◆ WORK ORDER ◆
Write out, without any change, the lines in the material below that run from the line with "4 setmiterlimit" through the line with "726 468 131 34 3 roundrect fill", both included.

● ● ● ●

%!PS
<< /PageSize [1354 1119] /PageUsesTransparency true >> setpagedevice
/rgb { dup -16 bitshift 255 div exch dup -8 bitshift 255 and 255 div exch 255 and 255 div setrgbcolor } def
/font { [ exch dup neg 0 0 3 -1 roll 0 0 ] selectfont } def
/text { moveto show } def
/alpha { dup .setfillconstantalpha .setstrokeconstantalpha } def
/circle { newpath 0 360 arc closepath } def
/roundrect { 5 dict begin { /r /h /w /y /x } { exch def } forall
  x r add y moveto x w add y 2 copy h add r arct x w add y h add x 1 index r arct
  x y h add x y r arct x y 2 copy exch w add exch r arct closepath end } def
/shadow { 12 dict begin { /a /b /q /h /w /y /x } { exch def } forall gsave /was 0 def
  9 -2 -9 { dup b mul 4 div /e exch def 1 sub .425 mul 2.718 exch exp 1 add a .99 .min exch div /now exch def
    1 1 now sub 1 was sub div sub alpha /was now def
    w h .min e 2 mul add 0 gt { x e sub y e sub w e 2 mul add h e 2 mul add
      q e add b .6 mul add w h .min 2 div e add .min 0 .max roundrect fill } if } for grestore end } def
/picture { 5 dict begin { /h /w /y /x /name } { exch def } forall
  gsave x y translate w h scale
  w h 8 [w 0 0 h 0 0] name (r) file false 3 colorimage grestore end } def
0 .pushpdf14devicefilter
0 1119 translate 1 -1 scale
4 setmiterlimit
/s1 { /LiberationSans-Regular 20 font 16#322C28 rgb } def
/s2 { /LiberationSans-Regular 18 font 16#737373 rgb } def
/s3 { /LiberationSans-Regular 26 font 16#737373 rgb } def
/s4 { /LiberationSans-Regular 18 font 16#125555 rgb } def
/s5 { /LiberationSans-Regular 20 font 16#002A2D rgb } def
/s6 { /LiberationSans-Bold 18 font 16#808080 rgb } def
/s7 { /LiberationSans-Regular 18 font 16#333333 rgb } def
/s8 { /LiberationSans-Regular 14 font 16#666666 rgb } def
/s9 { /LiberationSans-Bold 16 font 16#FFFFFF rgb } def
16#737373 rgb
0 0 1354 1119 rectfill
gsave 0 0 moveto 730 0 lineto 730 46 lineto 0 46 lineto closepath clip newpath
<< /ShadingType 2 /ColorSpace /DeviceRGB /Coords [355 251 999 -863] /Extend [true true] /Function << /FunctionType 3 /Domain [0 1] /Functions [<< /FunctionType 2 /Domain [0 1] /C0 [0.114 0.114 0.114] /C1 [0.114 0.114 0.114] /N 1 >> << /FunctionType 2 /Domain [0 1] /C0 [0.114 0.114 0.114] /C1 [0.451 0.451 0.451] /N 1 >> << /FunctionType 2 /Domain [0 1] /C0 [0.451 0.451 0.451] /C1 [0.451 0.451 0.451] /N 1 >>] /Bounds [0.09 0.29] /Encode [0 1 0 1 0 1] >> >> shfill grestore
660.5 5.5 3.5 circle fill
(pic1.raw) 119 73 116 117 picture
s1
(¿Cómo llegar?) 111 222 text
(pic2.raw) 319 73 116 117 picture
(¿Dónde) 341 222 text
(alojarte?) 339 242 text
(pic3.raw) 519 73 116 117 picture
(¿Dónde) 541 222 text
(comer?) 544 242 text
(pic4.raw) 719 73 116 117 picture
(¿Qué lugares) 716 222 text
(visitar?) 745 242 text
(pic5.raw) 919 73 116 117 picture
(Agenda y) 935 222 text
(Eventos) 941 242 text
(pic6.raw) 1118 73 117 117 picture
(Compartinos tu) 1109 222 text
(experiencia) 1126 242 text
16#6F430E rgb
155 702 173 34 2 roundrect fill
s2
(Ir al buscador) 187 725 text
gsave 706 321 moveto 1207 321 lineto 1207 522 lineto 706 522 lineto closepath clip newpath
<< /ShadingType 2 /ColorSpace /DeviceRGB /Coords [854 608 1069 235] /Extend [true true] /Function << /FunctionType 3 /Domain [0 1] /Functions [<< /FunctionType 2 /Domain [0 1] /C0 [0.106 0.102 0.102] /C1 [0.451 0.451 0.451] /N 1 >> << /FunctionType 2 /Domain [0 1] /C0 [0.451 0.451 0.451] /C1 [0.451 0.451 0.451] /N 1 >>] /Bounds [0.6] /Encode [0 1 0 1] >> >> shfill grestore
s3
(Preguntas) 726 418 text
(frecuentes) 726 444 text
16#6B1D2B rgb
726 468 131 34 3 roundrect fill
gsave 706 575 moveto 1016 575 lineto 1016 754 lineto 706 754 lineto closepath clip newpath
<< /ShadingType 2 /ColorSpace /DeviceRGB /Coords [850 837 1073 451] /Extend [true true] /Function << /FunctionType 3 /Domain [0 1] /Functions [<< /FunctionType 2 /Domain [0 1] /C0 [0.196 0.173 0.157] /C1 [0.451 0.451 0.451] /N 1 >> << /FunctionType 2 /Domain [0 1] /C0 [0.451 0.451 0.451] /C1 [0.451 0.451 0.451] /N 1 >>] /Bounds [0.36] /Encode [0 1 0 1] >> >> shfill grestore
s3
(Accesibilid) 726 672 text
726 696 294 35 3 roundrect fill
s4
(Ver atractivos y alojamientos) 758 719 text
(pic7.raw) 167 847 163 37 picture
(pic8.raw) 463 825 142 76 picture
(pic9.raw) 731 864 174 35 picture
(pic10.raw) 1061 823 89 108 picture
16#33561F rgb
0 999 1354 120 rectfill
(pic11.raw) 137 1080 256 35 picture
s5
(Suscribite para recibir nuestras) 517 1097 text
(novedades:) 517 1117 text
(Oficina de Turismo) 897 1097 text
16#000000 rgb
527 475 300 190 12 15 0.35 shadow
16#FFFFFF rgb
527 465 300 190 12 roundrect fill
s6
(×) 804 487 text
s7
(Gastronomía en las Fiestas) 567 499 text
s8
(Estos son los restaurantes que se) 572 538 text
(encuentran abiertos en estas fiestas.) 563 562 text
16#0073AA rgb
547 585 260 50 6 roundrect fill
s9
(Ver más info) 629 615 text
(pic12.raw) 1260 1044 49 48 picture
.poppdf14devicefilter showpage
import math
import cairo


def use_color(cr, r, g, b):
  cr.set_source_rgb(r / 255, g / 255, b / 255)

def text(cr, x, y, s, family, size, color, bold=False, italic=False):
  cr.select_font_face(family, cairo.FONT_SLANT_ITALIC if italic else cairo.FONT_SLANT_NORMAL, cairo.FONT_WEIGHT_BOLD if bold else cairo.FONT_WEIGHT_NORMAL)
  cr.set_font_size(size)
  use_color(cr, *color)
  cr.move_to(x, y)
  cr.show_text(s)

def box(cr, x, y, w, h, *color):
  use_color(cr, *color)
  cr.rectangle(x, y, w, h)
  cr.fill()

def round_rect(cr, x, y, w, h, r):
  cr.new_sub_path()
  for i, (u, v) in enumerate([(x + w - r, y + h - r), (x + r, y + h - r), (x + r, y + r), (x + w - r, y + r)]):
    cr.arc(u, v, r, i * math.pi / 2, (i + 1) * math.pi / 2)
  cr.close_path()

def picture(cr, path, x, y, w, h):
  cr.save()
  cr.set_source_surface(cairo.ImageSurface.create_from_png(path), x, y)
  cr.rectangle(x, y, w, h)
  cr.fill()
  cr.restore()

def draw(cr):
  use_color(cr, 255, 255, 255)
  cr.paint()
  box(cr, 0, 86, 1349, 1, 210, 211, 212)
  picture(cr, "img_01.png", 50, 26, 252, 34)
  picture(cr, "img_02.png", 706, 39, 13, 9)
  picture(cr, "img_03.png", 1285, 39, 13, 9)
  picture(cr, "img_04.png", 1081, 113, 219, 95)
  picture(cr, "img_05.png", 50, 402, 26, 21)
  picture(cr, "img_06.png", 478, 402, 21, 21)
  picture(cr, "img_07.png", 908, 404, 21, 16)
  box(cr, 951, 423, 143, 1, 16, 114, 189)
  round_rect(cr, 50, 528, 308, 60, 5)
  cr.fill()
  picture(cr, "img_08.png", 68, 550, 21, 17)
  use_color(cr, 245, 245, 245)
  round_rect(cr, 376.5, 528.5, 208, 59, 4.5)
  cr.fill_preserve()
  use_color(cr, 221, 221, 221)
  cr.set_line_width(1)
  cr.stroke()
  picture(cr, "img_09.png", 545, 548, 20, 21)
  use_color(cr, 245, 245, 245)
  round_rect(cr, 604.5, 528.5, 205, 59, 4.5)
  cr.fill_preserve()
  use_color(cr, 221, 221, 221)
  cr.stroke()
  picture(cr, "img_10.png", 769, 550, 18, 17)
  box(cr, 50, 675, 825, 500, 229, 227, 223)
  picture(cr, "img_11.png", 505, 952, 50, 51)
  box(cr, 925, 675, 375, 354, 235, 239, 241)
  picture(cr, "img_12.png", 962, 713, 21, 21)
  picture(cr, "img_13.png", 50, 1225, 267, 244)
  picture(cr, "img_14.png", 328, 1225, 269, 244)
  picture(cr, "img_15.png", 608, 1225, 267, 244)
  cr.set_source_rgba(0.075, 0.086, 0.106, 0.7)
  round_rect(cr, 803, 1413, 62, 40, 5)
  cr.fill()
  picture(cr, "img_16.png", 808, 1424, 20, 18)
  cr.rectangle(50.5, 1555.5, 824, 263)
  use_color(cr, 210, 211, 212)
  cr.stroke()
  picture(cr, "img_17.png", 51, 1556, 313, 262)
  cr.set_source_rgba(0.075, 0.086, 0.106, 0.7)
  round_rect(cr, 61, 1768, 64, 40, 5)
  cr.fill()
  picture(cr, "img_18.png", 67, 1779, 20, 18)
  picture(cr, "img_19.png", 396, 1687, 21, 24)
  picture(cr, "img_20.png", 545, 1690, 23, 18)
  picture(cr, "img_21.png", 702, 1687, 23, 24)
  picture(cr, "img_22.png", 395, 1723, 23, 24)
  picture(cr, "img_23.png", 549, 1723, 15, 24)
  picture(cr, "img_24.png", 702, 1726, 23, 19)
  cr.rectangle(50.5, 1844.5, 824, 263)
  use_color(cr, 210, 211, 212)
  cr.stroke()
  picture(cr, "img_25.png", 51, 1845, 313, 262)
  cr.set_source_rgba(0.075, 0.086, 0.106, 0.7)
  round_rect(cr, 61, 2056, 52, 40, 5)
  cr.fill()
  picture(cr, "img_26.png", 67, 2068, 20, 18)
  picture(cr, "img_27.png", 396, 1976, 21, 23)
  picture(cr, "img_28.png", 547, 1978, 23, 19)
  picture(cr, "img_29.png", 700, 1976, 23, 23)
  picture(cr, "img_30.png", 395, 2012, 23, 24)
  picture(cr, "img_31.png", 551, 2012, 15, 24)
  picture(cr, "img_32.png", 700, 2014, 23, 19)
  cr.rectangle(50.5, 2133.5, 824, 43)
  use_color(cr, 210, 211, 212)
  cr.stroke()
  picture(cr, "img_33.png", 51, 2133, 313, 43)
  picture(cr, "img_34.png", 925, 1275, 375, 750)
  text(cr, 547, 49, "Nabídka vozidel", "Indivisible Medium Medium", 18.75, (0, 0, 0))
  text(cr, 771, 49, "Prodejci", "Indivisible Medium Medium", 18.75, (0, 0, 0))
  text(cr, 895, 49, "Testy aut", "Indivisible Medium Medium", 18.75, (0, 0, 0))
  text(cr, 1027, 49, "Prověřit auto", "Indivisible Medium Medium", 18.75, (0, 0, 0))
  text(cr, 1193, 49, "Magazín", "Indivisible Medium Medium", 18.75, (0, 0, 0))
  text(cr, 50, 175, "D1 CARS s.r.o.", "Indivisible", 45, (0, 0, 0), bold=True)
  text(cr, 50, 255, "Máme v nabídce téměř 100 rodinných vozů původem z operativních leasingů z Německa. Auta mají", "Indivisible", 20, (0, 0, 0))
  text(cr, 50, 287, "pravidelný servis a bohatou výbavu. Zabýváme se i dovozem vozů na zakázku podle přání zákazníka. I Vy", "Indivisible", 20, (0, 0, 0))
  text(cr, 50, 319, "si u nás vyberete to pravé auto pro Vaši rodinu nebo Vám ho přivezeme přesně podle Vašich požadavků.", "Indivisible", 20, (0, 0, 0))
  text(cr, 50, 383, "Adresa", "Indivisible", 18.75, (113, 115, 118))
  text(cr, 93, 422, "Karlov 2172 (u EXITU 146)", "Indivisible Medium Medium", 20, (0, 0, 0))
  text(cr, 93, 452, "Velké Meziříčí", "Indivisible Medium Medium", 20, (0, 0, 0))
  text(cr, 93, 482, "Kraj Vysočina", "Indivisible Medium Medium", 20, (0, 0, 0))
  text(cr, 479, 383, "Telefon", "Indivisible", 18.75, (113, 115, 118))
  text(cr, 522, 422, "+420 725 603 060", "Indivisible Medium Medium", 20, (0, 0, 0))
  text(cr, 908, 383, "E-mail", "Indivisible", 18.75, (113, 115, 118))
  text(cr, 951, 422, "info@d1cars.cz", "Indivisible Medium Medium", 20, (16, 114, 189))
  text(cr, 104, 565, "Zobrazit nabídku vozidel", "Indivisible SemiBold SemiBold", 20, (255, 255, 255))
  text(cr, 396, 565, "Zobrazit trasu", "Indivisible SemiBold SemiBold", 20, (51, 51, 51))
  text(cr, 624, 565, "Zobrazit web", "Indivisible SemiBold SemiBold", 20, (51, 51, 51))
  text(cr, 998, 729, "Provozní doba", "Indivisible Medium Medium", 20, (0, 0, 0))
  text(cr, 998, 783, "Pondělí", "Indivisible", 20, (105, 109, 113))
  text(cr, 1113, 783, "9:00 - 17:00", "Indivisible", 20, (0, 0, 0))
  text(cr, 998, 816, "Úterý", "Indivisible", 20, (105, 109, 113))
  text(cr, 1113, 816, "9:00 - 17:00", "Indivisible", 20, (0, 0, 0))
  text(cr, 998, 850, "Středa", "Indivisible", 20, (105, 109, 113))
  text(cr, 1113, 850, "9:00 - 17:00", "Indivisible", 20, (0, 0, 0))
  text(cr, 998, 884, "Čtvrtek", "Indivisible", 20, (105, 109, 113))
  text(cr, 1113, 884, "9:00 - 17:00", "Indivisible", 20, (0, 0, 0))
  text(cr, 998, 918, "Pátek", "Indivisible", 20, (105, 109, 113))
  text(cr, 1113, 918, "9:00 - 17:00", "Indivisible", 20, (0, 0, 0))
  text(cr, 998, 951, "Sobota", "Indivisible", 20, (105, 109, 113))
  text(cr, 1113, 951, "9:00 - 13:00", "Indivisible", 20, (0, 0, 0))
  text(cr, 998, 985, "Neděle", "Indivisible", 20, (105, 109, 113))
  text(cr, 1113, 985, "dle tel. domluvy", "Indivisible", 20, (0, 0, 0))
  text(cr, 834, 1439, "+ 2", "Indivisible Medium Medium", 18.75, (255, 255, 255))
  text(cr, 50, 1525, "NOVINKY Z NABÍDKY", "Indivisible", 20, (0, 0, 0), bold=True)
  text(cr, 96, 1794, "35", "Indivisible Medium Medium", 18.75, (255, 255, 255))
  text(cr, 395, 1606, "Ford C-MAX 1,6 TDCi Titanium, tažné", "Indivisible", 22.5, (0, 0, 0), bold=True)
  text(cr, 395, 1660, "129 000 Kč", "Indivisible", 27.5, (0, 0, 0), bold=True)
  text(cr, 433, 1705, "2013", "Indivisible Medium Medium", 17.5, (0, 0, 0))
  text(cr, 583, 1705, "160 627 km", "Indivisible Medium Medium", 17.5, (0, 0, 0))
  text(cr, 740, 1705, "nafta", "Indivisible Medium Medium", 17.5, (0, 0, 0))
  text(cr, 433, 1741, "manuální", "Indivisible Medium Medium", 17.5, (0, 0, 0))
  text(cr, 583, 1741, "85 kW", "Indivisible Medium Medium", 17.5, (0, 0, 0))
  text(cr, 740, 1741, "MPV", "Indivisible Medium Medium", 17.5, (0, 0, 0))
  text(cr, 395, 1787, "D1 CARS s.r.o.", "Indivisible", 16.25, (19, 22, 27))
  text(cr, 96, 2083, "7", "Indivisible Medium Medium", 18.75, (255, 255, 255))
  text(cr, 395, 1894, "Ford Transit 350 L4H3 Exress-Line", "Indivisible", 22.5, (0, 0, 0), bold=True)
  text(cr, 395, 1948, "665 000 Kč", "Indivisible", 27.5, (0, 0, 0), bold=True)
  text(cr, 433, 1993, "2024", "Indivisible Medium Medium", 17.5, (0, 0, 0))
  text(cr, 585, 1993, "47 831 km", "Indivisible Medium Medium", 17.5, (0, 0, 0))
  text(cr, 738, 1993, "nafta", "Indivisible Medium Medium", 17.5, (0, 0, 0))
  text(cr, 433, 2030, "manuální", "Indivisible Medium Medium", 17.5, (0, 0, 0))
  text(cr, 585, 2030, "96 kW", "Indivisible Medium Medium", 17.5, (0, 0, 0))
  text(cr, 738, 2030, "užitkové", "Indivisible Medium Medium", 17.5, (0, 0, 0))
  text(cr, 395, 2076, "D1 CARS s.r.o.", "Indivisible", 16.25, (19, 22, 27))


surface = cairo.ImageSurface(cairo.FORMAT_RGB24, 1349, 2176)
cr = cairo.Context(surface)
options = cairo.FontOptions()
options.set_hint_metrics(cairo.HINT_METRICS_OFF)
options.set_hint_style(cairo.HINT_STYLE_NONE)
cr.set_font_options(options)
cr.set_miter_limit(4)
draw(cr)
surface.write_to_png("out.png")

● ● ● ●

◆ EXPECTED OUTPUT ◆
4 setmiterlimit
/s1 { /LiberationSans-Regular 20 font 16#322C28 rgb } def
/s2 { /LiberationSans-Regular 18 font 16#737373 rgb } def
/s3 { /LiberationSans-Regular 26 font 16#737373 rgb } def
/s4 { /LiberationSans-Regular 18 font 16#125555 rgb } def
/s5 { /LiberationSans-Regular 20 font 16#002A2D rgb } def
/s6 { /LiberationSans-Bold 18 font 16#808080 rgb } def
/s7 { /LiberationSans-Regular 18 font 16#333333 rgb } def
/s8 { /LiberationSans-Regular 14 font 16#666666 rgb } def
/s9 { /LiberationSans-Bold 16 font 16#FFFFFF rgb } def
16#737373 rgb
0 0 1354 1119 rectfill
gsave 0 0 moveto 730 0 lineto 730 46 lineto 0 46 lineto closepath clip newpath
<< /ShadingType 2 /ColorSpace /DeviceRGB /Coords [355 251 999 -863] /Extend [true true] /Function << /FunctionType 3 /Domain [0 1] /Functions [<< /FunctionType 2 /Domain [0 1] /C0 [0.114 0.114 0.114] /C1 [0.114 0.114 0.114] /N 1 >> << /FunctionType 2 /Domain [0 1] /C0 [0.114 0.114 0.114] /C1 [0.451 0.451 0.451] /N 1 >> << /FunctionType 2 /Domain [0 1] /C0 [0.451 0.451 0.451] /C1 [0.451 0.451 0.451] /N 1 >>] /Bounds [0.09 0.29] /Encode [0 1 0 1 0 1] >> >> shfill grestore
660.5 5.5 3.5 circle fill
(pic1.raw) 119 73 116 117 picture
s1
(¿Cómo llegar?) 111 222 text
(pic2.raw) 319 73 116 117 picture
(¿Dónde) 341 222 text
(alojarte?) 339 242 text
(pic3.raw) 519 73 116 117 picture
(¿Dónde) 541 222 text
(comer?) 544 242 text
(pic4.raw) 719 73 116 117 picture
(¿Qué lugares) 716 222 text
(visitar?) 745 242 text
(pic5.raw) 919 73 116 117 picture
(Agenda y) 935 222 text
(Eventos) 941 242 text
(pic6.raw) 1118 73 117 117 picture
(Compartinos tu) 1109 222 text
(experiencia) 1126 242 text
16#6F430E rgb
155 702 173 34 2 roundrect fill
s2
(Ir al buscador) 187 725 text
gsave 706 321 moveto 1207 321 lineto 1207 522 lineto 706 522 lineto closepath clip newpath
<< /ShadingType 2 /ColorSpace /DeviceRGB /Coords [854 608 1069 235] /Extend [true true] /Function << /FunctionType 3 /Domain [0 1] /Functions [<< /FunctionType 2 /Domain [0 1] /C0 [0.106 0.102 0.102] /C1 [0.451 0.451 0.451] /N 1 >> << /FunctionType 2 /Domain [0 1] /C0 [0.451 0.451 0.451] /C1 [0.451 0.451 0.451] /N 1 >>] /Bounds [0.6] /Encode [0 1 0 1] >> >> shfill grestore
s3
(Preguntas) 726 418 text
(frecuentes) 726 444 text
16#6B1D2B rgb
726 468 131 34 3 roundrect fill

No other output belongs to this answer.